Kegiatan tersebut menjadi tahap awal pengembangan lahan pertanian jagung di lingkungan Rutan Kelas I Tangerang sekaligus bagian dari implementasi 15 Program Aksi Kementerian Imigrasi dan Pemasyarakatan (Kemenimipas), khususnya dalam mendukung program ketahanan pangan nasional.

Selain mengoptimalkan pemanfaatan lahan, kegiatan tersebut juga menjadi sarana pembinaan bagi Warga Binaan melalui pemberian keterampilan praktis di bidang pertanian.

Dalam pelaksanaannya, Warga Binaan bersama peserta magang terlibat langsung dalam proses penanaman benih jagung hibrida.

Mereka mendapatkan pemahaman sekaligus praktik mengenai tahapan awal budidaya jagung, mulai dari persiapan lahan, menentukan jarak tanam hingga teknik penanaman benih yang tepat.

Kepala Rutan Kelas I Tangerang, Hermanto, mengatakan kegiatan penanaman jagung tidak hanya berorientasi pada hasil komoditas pangan, tetapi juga menjadi bagian dari proses pembinaan dan peningkatan keterampilan Warga Binaan.

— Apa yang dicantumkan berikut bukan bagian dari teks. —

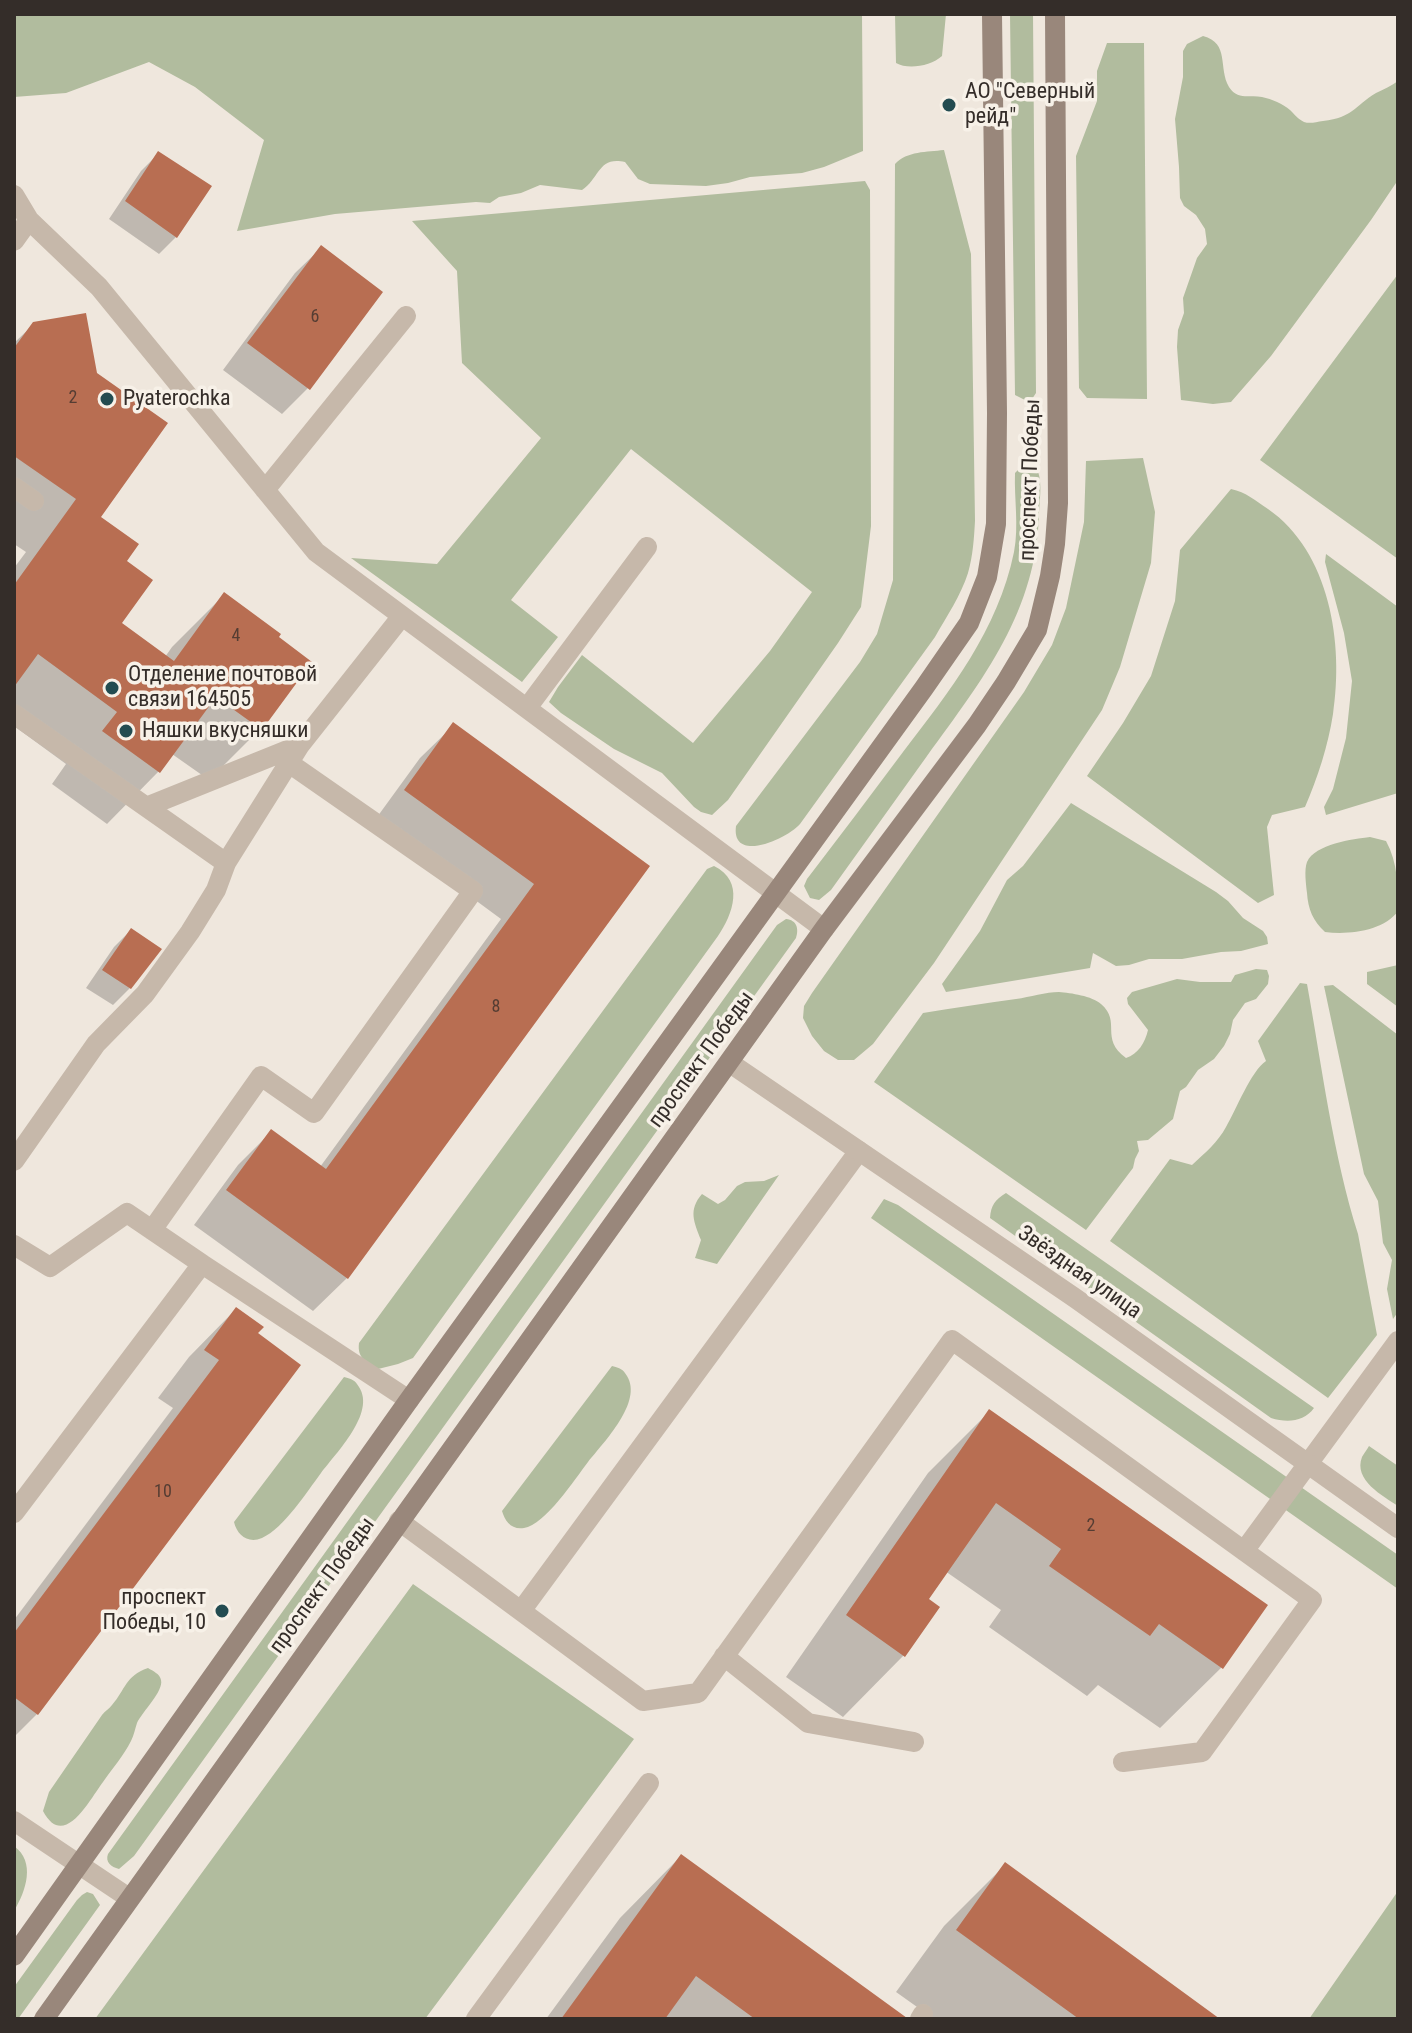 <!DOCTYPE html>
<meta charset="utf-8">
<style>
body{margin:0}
#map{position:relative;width:1412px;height:2033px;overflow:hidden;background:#efe7dd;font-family:"Roboto Condensed",sans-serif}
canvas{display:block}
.frame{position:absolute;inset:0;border:16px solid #342d29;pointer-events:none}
</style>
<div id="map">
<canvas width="1412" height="2033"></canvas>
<div class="frame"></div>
</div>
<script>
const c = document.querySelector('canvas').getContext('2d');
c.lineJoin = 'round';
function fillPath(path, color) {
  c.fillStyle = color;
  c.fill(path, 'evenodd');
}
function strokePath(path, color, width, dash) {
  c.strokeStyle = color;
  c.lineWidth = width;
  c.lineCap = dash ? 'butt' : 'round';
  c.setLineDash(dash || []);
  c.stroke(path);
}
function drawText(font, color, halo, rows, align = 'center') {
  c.font = font + ' "Roboto Condensed",sans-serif';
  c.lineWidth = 7;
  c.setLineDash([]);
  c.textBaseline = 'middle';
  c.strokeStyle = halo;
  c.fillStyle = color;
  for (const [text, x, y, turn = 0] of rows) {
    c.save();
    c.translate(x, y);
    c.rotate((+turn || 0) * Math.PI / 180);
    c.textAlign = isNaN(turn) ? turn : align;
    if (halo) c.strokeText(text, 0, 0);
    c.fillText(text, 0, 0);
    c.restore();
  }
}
const green = new Path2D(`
 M 14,14 L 862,14 L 863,151 L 824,167 L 802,173 L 750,177 L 728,183 L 706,186 L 650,184 L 638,179 L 625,162 C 598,156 600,178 582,190 L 540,185 L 521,193 L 499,197 L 490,203 L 476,202 L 335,214 L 237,231 L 264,140 L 195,87 L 149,62 L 66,93 L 14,97 Z
 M 895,14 L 946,14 L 942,56 C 931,66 908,70 896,63 Z
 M 1010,14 L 1033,14 L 1036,393 L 1032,399 L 1025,400 L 1015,395 Z
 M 1203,36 C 1230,43 1218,68 1229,87 C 1238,101 1250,94 1262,97 C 1272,99 1283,104 1290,110 C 1295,115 1298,119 1304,122 C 1310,124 1316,122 1323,121 C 1354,117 1353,107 1376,93 C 1384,89 1391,86 1398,81 L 1398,180 L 1371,220 L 1271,356 L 1231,402 L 1213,404 L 1181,400 L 1177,347 L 1178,330 L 1184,313 L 1183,298 L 1197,258 L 1207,244 L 1205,229 L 1196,215 L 1184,206 L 1180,198 L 1179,167 L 1175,119 L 1183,77 L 1183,51 L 1187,44 Z
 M 1107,43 L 1144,43 L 1147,399 L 1087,398 L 1079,388 L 1076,156 L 1097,101 L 1097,71 Z
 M 944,150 L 971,254 L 975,521 C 974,538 973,556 968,573 C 961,595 947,616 935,637 L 800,824 C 787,839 731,864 736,826 L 860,662 L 877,634 L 893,580 L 895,164 C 907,151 927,152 944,150 Z
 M 865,181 L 870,190 L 871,526 L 861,607 L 838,643 L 728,800 L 712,815 L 701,812 L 694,807 L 662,773 L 614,749 L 561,713 L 549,702 L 558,687 L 582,655 L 693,743 L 770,651 L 812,592 L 631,449 L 511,600 L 558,637 L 522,682 L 351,558 L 437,564 L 541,438 L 462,363 L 457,271 L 412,221 Z
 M 1398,274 L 1398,559 L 1260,460 Z
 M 1143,458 L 1155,512 L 1151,563 L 1120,667 L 1102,710 L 934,963 L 873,1044 L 854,1060 L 838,1060 L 824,1051 L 812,1036 L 803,1018 L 804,1006 L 812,993 L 1024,692 L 1052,645 L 1066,608 L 1084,522 L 1086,461 Z
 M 1031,463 L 1035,465 C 1043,478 1040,496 1039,512 C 1037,611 983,679 927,756 C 895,801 863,845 831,890 L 819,900 L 810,898 L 804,886 L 807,879 C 839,837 871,795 903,752 C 950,691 998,630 1014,552 C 1019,525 1014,499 1015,473 L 1023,465 Z
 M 1231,489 C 1246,492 1256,501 1268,509 C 1330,552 1344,644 1333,714 C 1328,746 1318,777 1305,807 L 1272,815 L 1267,827 L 1274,895 L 1258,903 L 1087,776 L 1123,723 L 1151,676 L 1175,601 L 1180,550 Z
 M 1326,554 L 1398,607 L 1398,793 L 1326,815 L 1324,807 L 1333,789 L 1346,738 L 1352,681 L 1344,633 L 1325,562 Z
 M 1071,803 L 1216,892 L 1228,901 L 1243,918 L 1263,931 L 1267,937 L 1268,944 L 1241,951 L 1221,952 L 1182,959 L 1149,959 L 1129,965 L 1116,966 L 1093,953 L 1090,968 L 946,992 L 942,984 L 980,931 L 1007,880 L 1023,866 Z
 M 1370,837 L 1386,841 C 1398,863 1398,886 1398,911 C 1384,931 1349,935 1325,932 C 1313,921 1308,909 1307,893 C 1306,884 1304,870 1307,862 C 1315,844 1353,839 1370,837 Z
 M 714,866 C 745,881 733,914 718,936 L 413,1358 L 398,1364 L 378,1369 C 366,1362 357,1358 359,1343 L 707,869 Z
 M 786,919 C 797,920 799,929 796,938 L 134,1856 L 119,1869 C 111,1867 105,1862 108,1854 L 777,925 Z
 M 1398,965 L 1398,1007 L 1367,984 L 1367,972 Z
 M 1256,969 L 1267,970 L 1269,976 L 1268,984 L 1256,999 L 1245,1003 L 1233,1020 L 1230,1034 L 1224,1046 L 1214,1059 L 1198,1070 L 1186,1087 L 1180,1091 L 1173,1119 L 1148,1140 L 1137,1141 L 1139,1151 L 1135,1159 L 1133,1168 L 1086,1230 L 874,1082 L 923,1013 C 954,1008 985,1003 1016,999 C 1030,997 1046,992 1059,992 C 1071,993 1092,996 1101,1004 C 1122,1022 1099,1038 1126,1058 C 1138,1054 1145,1043 1148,1030 L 1128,1004 L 1127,998 L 1132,992 L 1177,979 L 1200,982 L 1231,982 L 1235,975 Z
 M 1300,983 L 1307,984 C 1322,1067 1333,1155 1358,1234 L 1377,1335 L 1328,1398 L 1110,1241 L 1170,1159 L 1192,1165 C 1205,1153 1218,1142 1226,1127 C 1236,1110 1251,1071 1266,1061 L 1258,1041 Z
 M 1333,985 L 1398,1035 L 1398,1312 L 1393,1319 L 1387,1289 L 1392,1260 L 1383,1243 L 1378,1201 L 1364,1174 L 1324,986 Z
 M 779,1175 L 717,1264 L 695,1258 L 701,1240 C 694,1222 688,1210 702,1194 L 718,1204 L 725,1200 L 737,1186 L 745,1182 L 764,1181 Z
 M 1006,1193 L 1314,1408 C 1304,1422 1287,1423 1271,1418 L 990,1218 C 991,1205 995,1200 1006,1193 Z
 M 884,1199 L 898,1205 L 1398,1555 L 1398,1589 L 871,1218 Z
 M 612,1366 C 620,1368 623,1369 627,1376 C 643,1402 604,1442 588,1462 C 575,1479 545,1525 524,1528 C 511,1530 505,1521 502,1511 Z
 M 344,1377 C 352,1379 355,1380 359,1387 C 376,1413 336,1453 321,1473 C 306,1493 284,1528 262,1538 C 248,1544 237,1535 234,1522 Z
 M 1369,1446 L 1398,1466 L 1398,1506 C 1383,1496 1353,1480 1362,1457 C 1364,1453 1367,1450 1369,1446 Z
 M 413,1584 L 634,1739 L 425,2019 L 95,2019 Z
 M 148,1668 C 153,1671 160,1674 161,1680 C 164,1691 142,1712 137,1723 C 135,1729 134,1735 131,1741 C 124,1755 112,1769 103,1782 C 90,1799 64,1851 43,1811 L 49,1792 L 102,1715 C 105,1711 109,1709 112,1705 C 126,1689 125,1676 148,1668 Z
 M 14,1846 C 36,1862 26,1891 14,1911 Z
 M 1398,1891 L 1398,2019 L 1309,2019 Z
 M 87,1892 L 93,1894 L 100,1905 L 18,2019 L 14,2019 L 14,1987 L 77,1900 L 82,1895 Z`);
const shadow = new Path2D(`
 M 158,154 L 176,237 L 159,254 L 109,219 L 141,171 Z
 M 321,248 L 308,388 L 282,414 L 223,370 L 295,273 Z
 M 34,324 L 98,518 L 124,562 L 119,623 L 165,657 L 172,647 L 224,595 L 260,729 L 209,780 L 172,754 L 158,772 L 107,824 L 52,784 L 66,764 L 14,726 L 14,568 L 26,552 L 14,544 L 14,343 Z
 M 454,725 L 647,866 L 347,1278 L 313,1311 L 194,1225 L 238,1165 L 271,1132 L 320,1167 L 501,919 L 372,824 L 420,758 Z
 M 131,930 L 130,988 L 113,1005 L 86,988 L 114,947 Z
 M 236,1309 L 261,1327 L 37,1714 L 14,1737 L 14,1620 L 173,1408 L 158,1398 L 189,1357 Z
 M 989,1412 L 1222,1667 L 1160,1728 L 1098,1685 L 1087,1696 L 989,1627 L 1001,1610 L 945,1571 L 926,1599 L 904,1655 L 843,1717 L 786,1677 L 928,1473 Z
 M 681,1856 L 873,2019 L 546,2019 L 620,1918 Z
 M 1005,1865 L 1216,2019 L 934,2019 L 896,1992 L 944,1926 Z`);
const building = new Path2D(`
 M 158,151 L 212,186 L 177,238 L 125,201 Z
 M 321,245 L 383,292 L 310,390 L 247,343 Z
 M 86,313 L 97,373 L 168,423 L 101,517 L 139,544 L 127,561 L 153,580 L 122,623 L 174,661 L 224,592 L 281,634 L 279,637 L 312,662 L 262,730 L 216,697 L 160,773 L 102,731 L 117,712 L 38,654 L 14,687 L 14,585 L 76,499 L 14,456 L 14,348 L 33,322 Z
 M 453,722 L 650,866 L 348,1279 L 226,1190 L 271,1129 L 326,1169 L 534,884 L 404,790 Z
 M 131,928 L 162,949 L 131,989 L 102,970 Z
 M 236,1307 L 264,1327 L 258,1333 L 301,1365 L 38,1715 L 14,1697 L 14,1633 L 219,1360 L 204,1350 Z
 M 989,1409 L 1268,1605 L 1223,1669 L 1159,1624 L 1150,1636 L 1049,1566 L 1061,1549 L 996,1503 L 929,1599 L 940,1607 L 905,1657 L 846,1615 Z
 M 681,1854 L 907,2018 L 907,2019 L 755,2019 L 696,1976 L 665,2019 L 561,2019 Z
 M 1005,1862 L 1220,2019 L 1079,2019 L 956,1930 Z`);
const service = new Path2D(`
 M 14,195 L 29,220 L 99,287 L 316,552 L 824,929
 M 14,241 L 29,220
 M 14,487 L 34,501
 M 265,490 L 406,316
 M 527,708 L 647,547
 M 14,714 L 226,863 L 300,745 L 402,616
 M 146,807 L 300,745
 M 14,1161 L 96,1044 L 145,994 L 190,932 L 216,890 L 226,863
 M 152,1230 L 261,1076 L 314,1113 L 473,891 L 289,763
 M 14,1245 L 50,1267 L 127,1213 L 202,1264
 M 14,1513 L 202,1264 L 409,1400
 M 399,1521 L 643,1701 L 698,1693 L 952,1340 L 1312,1600 L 1202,1752 L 1123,1762
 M 1244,1551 L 1398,1341
 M 521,1611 L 859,1151
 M 724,1656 L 808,1723 L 914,1742
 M 14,1821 L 129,1898
 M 476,2019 L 649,1783
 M 920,2019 L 923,2014`);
const minor = new Path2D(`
 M 730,1063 L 1075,1298 L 1398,1528`);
const secondary = new Path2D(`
 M 14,1956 L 409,1400 L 924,688 L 969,623 L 987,577 L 996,524 L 997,413 L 992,14
 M 44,2019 L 824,929 L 977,725 L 1006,682 L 1037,630 L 1050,576 L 1055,544 L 1058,503 L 1055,14`);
const markers = [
 [949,105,8,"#234c51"],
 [107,399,8,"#234c51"],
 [112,688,8,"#234c51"],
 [126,731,8,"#234c51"],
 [222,1611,8,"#234c51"]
];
const numberNames = [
 ["6",315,317],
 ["2",73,398],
 ["4",236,636],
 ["8",496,1007],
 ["10",163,1492],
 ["2",1091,1526]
];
const poiNames = [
 ["АО \"Северный",965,92],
 ["рейд\"",965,117],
 ["Pyaterochka",123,399],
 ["Отделение почтовой",128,675],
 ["связи 164505",128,700],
 ["Няшки вкусняшки",142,731],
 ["проспект",206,1598,"right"],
 ["Победы, 10",206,1623,"right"]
];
const streetNames = [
 ["проспект Победы",1031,480,-88],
 ["проспект Победы",702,1060,-54],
 ["Звёздная улица",1079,1273,35],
 ["проспект Победы",323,1586,-54]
];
fillPath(green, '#b1bc9e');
fillPath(shadow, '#0003');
fillPath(building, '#b86e52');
strokePath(service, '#c6b8aa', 20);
strokePath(minor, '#c6b8aa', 20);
strokePath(secondary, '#99877b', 20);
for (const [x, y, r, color] of markers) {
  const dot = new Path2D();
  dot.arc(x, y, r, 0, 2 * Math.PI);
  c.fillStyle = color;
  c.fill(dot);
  strokePath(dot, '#f7f1e8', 3);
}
drawText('18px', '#553d33', null, numberNames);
drawText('22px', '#342d29', '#f7f1e8', poiNames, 'left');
drawText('22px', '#342d29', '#f7f1e8', streetNames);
</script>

“Melalui kegiatan penanaman jagung ini, kami ingin memberikan keterampilan yang nyata dan dapat diterapkan oleh Warga Binaan. Mereka tidak hanya mendapatkan pembinaan secara teori, tetapi juga terlibat langsung dalam proses budidaya, mulai dari penanaman hingga nantinya proses pemeliharaan dan panen,” ujar Hermanto.

Menurutnya, keterampilan pertanian yang diperoleh selama menjalani masa pembinaan diharapkan dapat menjadi bekal positif bagi Warga Binaan ketika kembali ke tengah masyarakat.

“Harapannya, apa yang mereka pelajari selama berada di Rutan dapat menjadi bekal ketika kembali ke masyarakat. Kami ingin proses pembinaan di Rutan memberikan manfaat yang nyata, sehingga Warga Binaan memiliki keterampilan dan kepercayaan diri untuk memulai aktivitas yang produktif setelah selesai menjalani masa pidana,” tambahnya.

Hermanto menegaskan, pemanfaatan lahan produktif di lingkungan Rutan akan terus didorong sebagai bagian dari upaya mewujudkan program pembinaan yang produktif, mandiri dan berkelanjutan.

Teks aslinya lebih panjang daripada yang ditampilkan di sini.